Stored items:
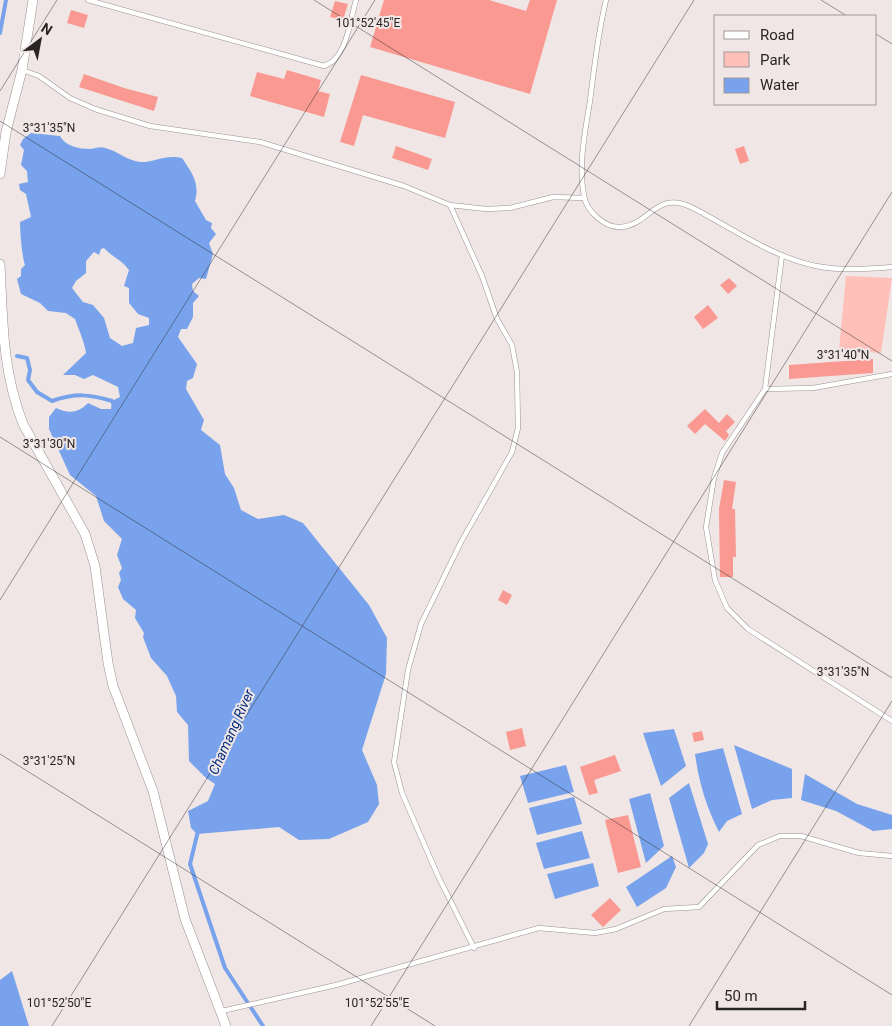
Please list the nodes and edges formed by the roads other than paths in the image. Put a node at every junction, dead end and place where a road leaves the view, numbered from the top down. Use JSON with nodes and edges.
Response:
{"nodes":[{"id":1,"x":33,"y":0,"type":"edge"},
{"id":2,"x":88,"y":0,"type":"edge"},
{"id":3,"x":356,"y":0,"type":"edge"},
{"id":4,"x":606,"y":0,"type":"edge"},
{"id":5,"x":22,"y":70,"type":"junction"},
{"id":6,"x":0,"y":174,"type":"edge"},
{"id":7,"x":584,"y":198,"type":"junction"},
{"id":8,"x":450,"y":205,"type":"junction"},
{"id":9,"x":782,"y":255,"type":"junction"},
{"id":10,"x":0,"y":264,"type":"edge"},
{"id":11,"x":892,"y":267,"type":"edge"},
{"id":12,"x":892,"y":373,"type":"edge"},
{"id":13,"x":765,"y":389,"type":"junction"},
{"id":14,"x":892,"y":721,"type":"edge"},
{"id":15,"x":892,"y":856,"type":"edge"},
{"id":16,"x":474,"y":948,"type":"junction"},
{"id":17,"x":222,"y":1011,"type":"junction"},
{"id":18,"x":226,"y":1026,"type":"edge"}],
"edges":[{"from":1,"to":5,"type":"street"},
{"from":2,"to":3,"type":"lane"},
{"from":4,"to":7,"type":"lane"},
{"from":5,"to":6,"type":"street"},
{"from":5,"to":8,"type":"lane"},
{"from":7,"to":8,"type":"lane"},
{"from":7,"to":9,"type":"lane"},
{"from":8,"to":16,"type":"lane"},
{"from":9,"to":11,"type":"lane"},
{"from":9,"to":13,"type":"lane"},
{"from":10,"to":17,"type":"street"},
{"from":12,"to":13,"type":"lane"},
{"from":13,"to":14,"type":"lane"},
{"from":15,"to":16,"type":"lane"},
{"from":16,"to":17,"type":"lane"},
{"from":17,"to":18,"type":"street"}]}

→ Assignment
Look through the entries above, and wherever a line holds the word "lane", copy it.

→ Response to the task
{"from":2,"to":3,"type":"lane"},
{"from":4,"to":7,"type":"lane"},
{"from":5,"to":8,"type":"lane"},
{"from":7,"to":8,"type":"lane"},
{"from":7,"to":9,"type":"lane"},
{"from":8,"to":16,"type":"lane"},
{"from":9,"to":11,"type":"lane"},
{"from":9,"to":13,"type":"lane"},
{"from":12,"to":13,"type":"lane"},
{"from":13,"to":14,"type":"lane"},
{"from":15,"to":16,"type":"lane"},
{"from":16,"to":17,"type":"lane"},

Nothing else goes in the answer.